I often find it ironic and very sad that I'm being paid to write and edit stuff for a living, but when it's my turn to do that for myself, I suck at it. :)
Which, to be honest, is getting stale. I'm slowly entering that part of my personal cycle??, where once again color and light and all cute things excite me. Dusty/pastel linen and cotton and viscose garments + ceramics are my obsession du jour, and I wish I had the time and energy to make them for myself.
This hot and sticky weather makes me miss Kenny more (and Macy, too, who's now in Canada). We used to swim in the city's public pool almost every week during summer. Then afterwards binge on junk food.
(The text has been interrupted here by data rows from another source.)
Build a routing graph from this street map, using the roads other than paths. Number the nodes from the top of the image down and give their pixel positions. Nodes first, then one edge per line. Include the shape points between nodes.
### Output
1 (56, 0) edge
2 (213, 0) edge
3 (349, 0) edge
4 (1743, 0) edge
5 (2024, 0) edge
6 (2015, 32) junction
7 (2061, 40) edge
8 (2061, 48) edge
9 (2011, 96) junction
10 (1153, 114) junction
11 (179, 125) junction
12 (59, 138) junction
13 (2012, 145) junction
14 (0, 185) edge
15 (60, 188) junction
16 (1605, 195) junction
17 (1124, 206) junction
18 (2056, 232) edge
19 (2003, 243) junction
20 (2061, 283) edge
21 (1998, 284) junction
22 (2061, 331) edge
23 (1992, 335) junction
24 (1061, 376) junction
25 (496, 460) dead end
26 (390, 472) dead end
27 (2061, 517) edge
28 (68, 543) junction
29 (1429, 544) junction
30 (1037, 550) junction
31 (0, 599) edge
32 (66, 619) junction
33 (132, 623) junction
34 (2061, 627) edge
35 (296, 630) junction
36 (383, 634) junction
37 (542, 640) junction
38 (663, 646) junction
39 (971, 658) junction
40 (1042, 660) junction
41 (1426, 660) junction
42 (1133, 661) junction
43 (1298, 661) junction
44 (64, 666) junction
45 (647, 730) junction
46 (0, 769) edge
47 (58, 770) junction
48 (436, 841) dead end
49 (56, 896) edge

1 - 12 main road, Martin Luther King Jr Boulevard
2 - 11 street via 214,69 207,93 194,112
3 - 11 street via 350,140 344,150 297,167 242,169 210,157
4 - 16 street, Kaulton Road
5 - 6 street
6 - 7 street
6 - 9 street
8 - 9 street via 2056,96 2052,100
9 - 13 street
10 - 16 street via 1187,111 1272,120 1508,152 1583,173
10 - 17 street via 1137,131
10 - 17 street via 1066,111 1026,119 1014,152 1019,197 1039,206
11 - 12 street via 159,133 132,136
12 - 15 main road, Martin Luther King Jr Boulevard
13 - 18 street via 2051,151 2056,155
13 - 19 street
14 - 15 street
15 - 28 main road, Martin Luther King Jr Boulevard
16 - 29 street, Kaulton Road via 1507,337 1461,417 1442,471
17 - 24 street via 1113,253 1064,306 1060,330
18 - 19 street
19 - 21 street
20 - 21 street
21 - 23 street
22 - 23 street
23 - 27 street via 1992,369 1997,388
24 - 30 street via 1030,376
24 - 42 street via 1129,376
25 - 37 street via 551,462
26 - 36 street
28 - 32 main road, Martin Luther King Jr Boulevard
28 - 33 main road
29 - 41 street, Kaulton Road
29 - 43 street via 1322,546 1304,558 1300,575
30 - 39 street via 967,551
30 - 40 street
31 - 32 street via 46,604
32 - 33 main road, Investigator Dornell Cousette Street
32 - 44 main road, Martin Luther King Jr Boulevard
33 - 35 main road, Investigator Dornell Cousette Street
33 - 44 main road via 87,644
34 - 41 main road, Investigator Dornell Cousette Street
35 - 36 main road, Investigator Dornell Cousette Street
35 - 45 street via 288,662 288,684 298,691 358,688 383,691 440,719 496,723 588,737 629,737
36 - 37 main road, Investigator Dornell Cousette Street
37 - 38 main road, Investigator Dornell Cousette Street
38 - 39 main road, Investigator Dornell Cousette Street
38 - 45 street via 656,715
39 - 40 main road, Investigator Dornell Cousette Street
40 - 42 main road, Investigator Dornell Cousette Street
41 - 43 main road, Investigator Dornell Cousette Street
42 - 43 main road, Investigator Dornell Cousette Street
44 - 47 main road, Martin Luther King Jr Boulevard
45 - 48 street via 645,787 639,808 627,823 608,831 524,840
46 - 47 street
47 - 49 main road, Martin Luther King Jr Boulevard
I don't remember how we funded those spontaneous moments (maybe it helped that we had Lucky Me! pancit canton ready for the taking c/o my mother's and Macy's mother's sari-sari stores; or that Briane was so easily bullied into buying 1.5L Coke). You'd think we'd have done this more often by now, but it's only gotten more difficult to align our schedules. #Adulthood
I miss my darling bear terribly, too. Not that we're in a long-distance relationship, mind you; we're pretty much joined at the hip. It's just that we've both been so busy, it's become quite a challenge to be the best partners for each other lately. When one of us is having a bad day and wants to rant, the other might be too tired to function or too stressed out with her own problems to take care of the other. On the bright side, I'm slightly grateful that our stress levels sort of match – and we're self-aware enough to recognize and try to work around this. Otherwise, our wavelengths would be so far off. Also! Weeeee! This Holy Week and the week after that, we've made plans to s l e e p, pray, do some self-care, and travel up north just to get our mind off things. I'm super excited!
~I've been thinking a lot lately.~ You know, about where and how I want to lead my life...soon. It has actually taken up considerable time, which is a good thing because I never want to be that person who doesn't question her status quo...
And I'm feeling good about where I'm headed – or, at least, the fact that I'm enthusiastic and being creative for myself again is something that gives me life. There are still so many things I want to do, and now that I have the resources to do them, I don't have any excuse to delay. D is a blessing to me 'cause she's a woman of action, and she has her plans too that I'm only happy and excited to realize with her. Frankly, I wrote this post to procrastinate and I am a stressed cow (like all of us right before a long weekend), but I wanted to just write to remind myself that things are going great, though they may not always be too obvious to see. :)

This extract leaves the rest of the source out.